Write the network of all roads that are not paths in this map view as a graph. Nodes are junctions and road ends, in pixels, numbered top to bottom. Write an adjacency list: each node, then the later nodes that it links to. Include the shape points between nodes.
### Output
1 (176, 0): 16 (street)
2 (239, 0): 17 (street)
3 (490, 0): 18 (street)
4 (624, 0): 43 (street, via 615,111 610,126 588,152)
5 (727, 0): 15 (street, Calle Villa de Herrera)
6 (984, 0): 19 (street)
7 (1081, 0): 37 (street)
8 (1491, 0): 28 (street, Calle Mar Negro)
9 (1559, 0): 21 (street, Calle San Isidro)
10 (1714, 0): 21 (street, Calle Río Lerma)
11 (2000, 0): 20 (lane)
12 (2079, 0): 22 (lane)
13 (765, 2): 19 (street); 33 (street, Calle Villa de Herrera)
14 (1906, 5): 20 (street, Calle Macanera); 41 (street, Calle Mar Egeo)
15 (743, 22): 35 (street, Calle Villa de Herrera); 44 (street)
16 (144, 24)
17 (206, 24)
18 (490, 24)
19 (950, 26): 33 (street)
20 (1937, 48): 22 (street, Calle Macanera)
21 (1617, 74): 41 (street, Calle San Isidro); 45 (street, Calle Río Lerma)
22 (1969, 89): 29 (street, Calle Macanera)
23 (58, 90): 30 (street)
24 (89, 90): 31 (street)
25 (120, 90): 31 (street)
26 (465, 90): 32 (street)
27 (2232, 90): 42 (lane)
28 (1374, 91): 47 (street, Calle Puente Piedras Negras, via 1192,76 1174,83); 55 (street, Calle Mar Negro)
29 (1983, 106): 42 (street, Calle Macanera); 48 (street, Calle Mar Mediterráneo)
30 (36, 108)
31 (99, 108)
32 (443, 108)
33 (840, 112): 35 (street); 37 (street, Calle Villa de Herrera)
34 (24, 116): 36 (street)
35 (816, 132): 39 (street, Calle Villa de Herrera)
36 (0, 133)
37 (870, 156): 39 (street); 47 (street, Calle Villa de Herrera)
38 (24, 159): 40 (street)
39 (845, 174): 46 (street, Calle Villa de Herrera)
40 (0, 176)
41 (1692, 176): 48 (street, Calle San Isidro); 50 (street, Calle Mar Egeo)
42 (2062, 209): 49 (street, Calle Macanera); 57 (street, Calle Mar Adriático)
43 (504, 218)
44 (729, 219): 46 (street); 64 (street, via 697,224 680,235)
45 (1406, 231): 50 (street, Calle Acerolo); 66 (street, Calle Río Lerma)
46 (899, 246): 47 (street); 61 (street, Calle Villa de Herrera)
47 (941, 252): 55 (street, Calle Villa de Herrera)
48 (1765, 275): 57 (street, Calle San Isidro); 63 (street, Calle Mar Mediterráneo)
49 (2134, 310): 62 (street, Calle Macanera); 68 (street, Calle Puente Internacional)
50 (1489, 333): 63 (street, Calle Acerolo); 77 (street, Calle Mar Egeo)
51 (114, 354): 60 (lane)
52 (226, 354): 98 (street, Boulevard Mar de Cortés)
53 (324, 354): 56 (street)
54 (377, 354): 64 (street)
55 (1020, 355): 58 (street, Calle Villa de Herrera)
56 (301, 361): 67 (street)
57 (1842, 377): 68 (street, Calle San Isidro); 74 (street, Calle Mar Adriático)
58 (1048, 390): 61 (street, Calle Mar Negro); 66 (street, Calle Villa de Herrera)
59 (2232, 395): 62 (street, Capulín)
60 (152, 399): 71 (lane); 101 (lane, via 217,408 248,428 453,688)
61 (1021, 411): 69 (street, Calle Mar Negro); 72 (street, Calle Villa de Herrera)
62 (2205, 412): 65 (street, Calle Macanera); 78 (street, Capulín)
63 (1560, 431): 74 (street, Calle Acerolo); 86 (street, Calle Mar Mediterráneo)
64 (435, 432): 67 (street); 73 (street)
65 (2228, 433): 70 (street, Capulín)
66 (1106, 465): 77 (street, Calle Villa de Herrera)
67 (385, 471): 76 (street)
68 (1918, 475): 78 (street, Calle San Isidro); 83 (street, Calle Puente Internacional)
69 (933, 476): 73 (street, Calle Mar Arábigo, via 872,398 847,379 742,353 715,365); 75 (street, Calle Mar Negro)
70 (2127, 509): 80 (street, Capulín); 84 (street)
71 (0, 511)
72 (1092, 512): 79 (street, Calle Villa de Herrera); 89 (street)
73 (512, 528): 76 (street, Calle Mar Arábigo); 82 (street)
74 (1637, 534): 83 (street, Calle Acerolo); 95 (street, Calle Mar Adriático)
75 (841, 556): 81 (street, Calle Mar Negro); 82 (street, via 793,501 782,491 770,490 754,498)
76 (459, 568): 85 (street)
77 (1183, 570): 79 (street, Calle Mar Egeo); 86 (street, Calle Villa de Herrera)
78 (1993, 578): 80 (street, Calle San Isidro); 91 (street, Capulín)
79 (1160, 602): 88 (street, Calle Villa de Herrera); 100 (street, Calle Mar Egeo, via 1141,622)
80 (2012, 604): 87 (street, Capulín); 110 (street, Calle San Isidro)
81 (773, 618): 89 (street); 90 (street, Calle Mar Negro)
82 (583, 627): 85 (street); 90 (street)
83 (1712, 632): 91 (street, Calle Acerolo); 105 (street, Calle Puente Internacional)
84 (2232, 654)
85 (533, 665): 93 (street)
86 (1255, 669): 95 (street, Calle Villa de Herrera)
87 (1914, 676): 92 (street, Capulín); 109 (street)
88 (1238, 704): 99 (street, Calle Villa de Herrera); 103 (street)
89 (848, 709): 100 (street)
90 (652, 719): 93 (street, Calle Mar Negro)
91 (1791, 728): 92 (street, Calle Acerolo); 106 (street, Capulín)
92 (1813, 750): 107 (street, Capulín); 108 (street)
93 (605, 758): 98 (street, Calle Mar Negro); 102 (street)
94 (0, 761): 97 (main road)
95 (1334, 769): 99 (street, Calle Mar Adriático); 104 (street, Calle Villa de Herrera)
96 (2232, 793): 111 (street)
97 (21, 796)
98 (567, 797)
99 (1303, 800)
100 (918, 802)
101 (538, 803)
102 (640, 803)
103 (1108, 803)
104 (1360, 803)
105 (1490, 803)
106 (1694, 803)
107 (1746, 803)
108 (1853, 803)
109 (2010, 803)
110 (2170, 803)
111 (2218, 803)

— Problem description —
Counting only lines of the data above that hold "Macanera", report the total and nothing else.

— Task result —
7